[ABOUT THIS EXERCISE] Show, in full, each line of the data that contains "East".
BEGIN DATASET EXCERPTS
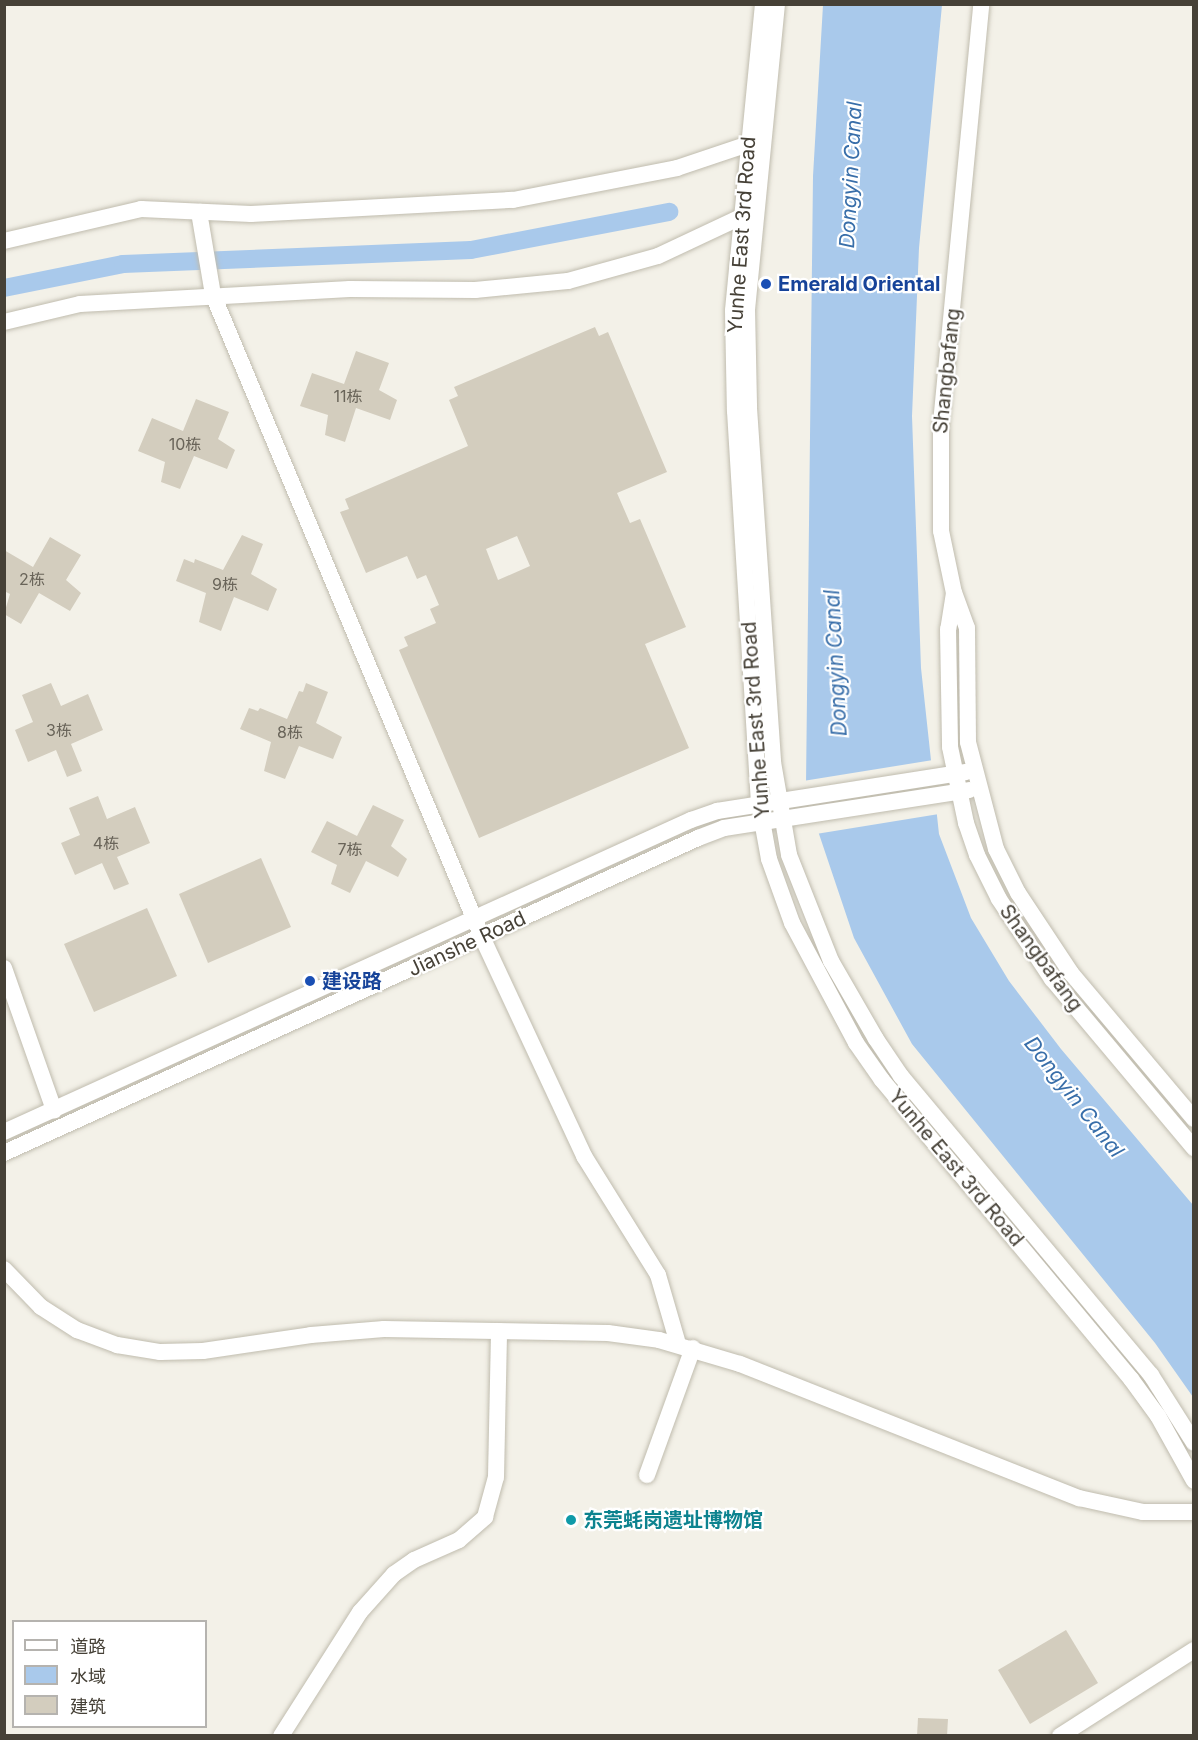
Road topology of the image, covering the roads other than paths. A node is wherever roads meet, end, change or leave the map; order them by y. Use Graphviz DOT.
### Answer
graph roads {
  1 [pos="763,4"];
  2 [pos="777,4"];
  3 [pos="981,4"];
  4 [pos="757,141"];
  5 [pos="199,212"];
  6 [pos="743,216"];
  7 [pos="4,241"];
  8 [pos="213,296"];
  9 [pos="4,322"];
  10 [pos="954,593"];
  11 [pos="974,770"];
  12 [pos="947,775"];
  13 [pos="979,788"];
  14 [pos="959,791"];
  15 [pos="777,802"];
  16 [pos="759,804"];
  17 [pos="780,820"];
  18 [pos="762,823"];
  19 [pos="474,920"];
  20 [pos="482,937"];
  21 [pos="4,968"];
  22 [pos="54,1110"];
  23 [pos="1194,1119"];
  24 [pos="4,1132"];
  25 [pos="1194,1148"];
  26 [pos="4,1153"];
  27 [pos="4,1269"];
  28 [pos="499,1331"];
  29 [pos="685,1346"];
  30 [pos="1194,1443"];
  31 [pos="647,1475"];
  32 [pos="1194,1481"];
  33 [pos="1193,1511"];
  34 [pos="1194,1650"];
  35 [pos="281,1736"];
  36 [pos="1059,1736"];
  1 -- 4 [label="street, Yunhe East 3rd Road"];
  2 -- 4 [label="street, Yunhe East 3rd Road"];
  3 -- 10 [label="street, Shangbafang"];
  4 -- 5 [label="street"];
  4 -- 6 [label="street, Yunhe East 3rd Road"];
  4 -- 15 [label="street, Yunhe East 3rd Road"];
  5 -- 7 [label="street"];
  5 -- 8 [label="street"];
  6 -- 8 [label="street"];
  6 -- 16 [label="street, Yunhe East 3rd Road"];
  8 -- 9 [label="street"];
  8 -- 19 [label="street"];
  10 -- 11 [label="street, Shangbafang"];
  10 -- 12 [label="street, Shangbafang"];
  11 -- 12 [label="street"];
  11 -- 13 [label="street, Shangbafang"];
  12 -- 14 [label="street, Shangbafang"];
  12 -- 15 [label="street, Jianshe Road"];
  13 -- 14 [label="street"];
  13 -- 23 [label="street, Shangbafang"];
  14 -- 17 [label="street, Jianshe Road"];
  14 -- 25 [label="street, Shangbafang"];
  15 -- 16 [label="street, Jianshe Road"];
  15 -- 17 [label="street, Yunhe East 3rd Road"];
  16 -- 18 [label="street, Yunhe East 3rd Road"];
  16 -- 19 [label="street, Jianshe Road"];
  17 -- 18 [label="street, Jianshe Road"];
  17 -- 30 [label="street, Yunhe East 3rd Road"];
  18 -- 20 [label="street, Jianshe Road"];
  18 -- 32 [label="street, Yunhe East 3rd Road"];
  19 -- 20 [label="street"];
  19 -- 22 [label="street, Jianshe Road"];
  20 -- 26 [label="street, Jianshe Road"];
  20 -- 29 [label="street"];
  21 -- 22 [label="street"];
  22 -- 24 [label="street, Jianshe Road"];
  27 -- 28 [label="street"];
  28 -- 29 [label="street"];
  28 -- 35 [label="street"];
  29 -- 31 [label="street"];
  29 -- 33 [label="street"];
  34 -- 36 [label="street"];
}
END DATASET EXCERPTS
[RESULT]
  1 -- 4 [label="street, Yunhe East 3rd Road"];
  2 -- 4 [label="street, Yunhe East 3rd Road"];
  4 -- 6 [label="street, Yunhe East 3rd Road"];
  4 -- 15 [label="street, Yunhe East 3rd Road"];
  6 -- 16 [label="street, Yunhe East 3rd Road"];
  15 -- 17 [label="street, Yunhe East 3rd Road"];
  16 -- 18 [label="street, Yunhe East 3rd Road"];
  17 -- 30 [label="street, Yunhe East 3rd Road"];
  18 -- 32 [label="street, Yunhe East 3rd Road"];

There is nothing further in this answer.